Der junge Mann berichtete, dass auch viele Jugendliche in den Selbsthilfeforen Fragen stellten. Ein Grund dafür, dass Jugendliche Hilfe suchen, kann sein, dass bei ihnen Sexting außer Kontrolle geraten ist. Sexting bedeutet, Nacktbilder von sich zu tauschen oder sich gegenseitig Abbildungen eigener sexueller Handlungen zu schicken. Bei einem Viertel der Jugendlichen ist das inzwischen verbreitet. Das Problem tritt auf, wenn einer der Empfänger damit droht, die kompromittierenden Aufnahmen zu veröffentlichen.

Jugendliche mit Nackt-Aufnahmen zu erpressen, gehört zum festen Repertoire von Missbrauchstätern. Der bekannteste Fall ist der, der zur Selbsttötung von Amanda Todd führte. Die Kanadierin versandte mit 12 Jahren ein Nacktbild von sich, wurde danach jahrelang von ihrem Peiniger – aus den Niederlanden – gestalkt und erpresst. Mit 15 Jahren brachte sie sich um – und schilderte vor ihrem Suizid die ganze Geschichte in einem Video.

Eingebetteter MedieninhaltSolche Fälle finden sich allerdings nicht mehr nur im fernen Kanada.
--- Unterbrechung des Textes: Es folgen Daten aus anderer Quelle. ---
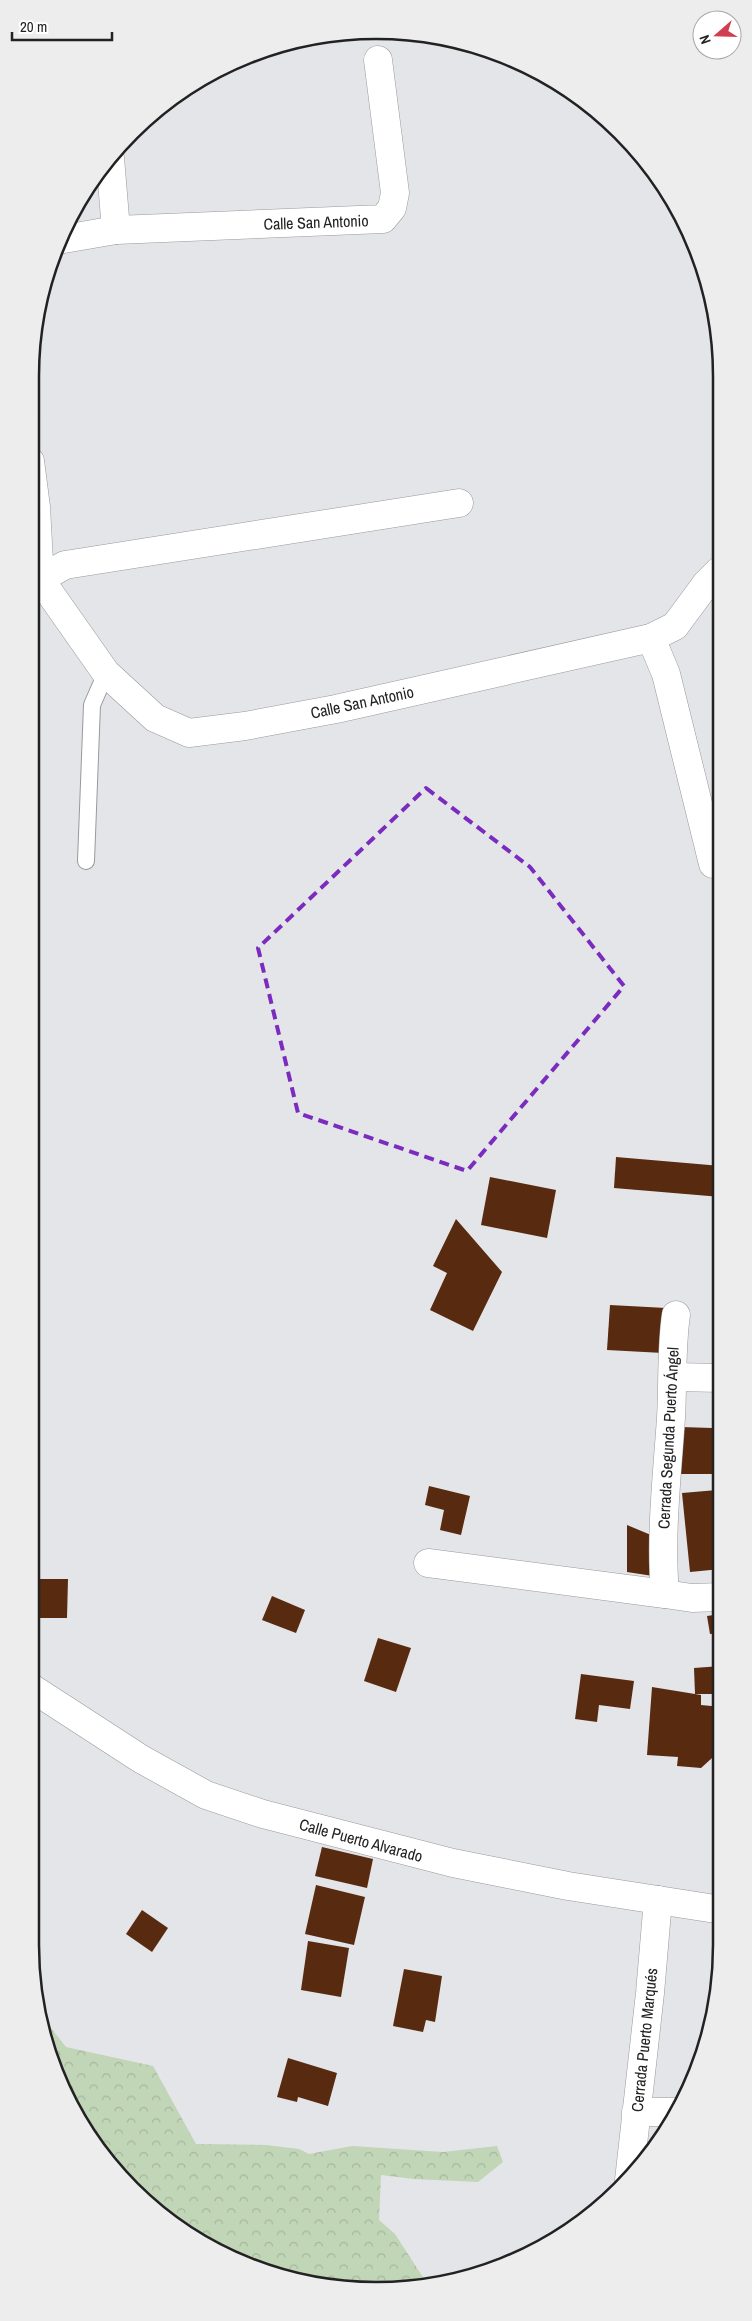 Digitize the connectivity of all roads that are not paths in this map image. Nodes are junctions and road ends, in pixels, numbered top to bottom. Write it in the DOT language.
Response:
graph roads {
  1 [pos="378,60"];
  2 [pos="111,168"];
  3 [pos="116,230"];
  4 [pos="68,238"];
  5 [pos="459,503"];
  6 [pos="39,575"];
  7 [pos="713,578"];
  8 [pos="39,582"];
  9 [pos="652,638"];
  10 [pos="106,673"];
  11 [pos="86,861"];
  12 [pos="713,864"];
  13 [pos="676,1315"];
  14 [pos="674,1377"];
  15 [pos="713,1378"];
  16 [pos="428,1563"];
  17 [pos="665,1594"];
  18 [pos="713,1597"];
  19 [pos="39,1693"];
  20 [pos="658,1900"];
  21 [pos="713,1909"];
  22 [pos="636,2112"];
  23 [pos="669,2112"];
  24 [pos="630,2167"];
  1 -- 3 [label="street, Calle San Antonio"];
  2 -- 3 [label="street"];
  3 -- 4 [label="street, Calle San Antonio"];
  5 -- 6 [label="street"];
  7 -- 9 [label="street, Calle San Antonio"];
  8 -- 10 [label="street, Calle San Antonio"];
  9 -- 10 [label="street, Calle San Antonio"];
  9 -- 12 [label="street"];
  10 -- 11 [label="lane"];
  13 -- 14 [label="street, Cerrada Segunda Puerto Ángel"];
  14 -- 15 [label="street"];
  14 -- 17 [label="street, Cerrada Segunda Puerto Ángel"];
  16 -- 17 [label="street"];
  17 -- 18 [label="street"];
  19 -- 20 [label="street, Calle Puerto Alvarado"];
  20 -- 21 [label="street, Calle Puerto Alvarado"];
  20 -- 22 [label="street, Cerrada Puerto Marqués"];
  22 -- 23 [label="street"];
  22 -- 24 [label="street, Cerrada Puerto Marqués"];
}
Einer der spektakulärsten führte zum Bad-Hersfelder Sexting-Urteil, bei dem ein Vater gerichtlich gezwungen wurde, WhatsApp vom Smartphone seiner beiden Töchter zu entfernen - weil ein Täter hatte über die App immer wieder Kontakt zu den Mädchen aufnahm.

Das Internet erleichtert es Tätern, die Beziehungstat Missbrauch zu begehen. Denn der Zugang zu ihren potenziellen Opfern ist über das Netz so leicht geworden. „Das Smartphone ist das ultimative Tatmittel für Täter“, zitierte die Nachrichtenagentur AFP Julia von Weiler, die die „Konzeptgruppe Internet“ des Unabhängigen Beauftragten leitet. „Das Smartphone erlaubt den beständigen, vielfältigen, unmittelbaren und ungestörten Kontakt zu Opfern“. Intelligente Telefone gehören zum selbstverständlichen Alltagsgegenstand Jugendlicher. Laut der jüngsten JIM-Studie [Folie 18] über das Netzverhalten Jugendlicher haben 91 Prozent der 12- und 13jährigen ein Smartphone, 62 Prozent haben eine Flatrate für den Netzzugang. Ihre Online-Lieblingsspiele sind Minecraft, Fifa und Clash of Clans – alle mit Chatfunktion und damit eine einfache Zugangsmöglichkeit für Cybergroomer; Grooming ist der Fachbegriff für das Schmeicheln und Manipulieren von Kindern für Missbrauch.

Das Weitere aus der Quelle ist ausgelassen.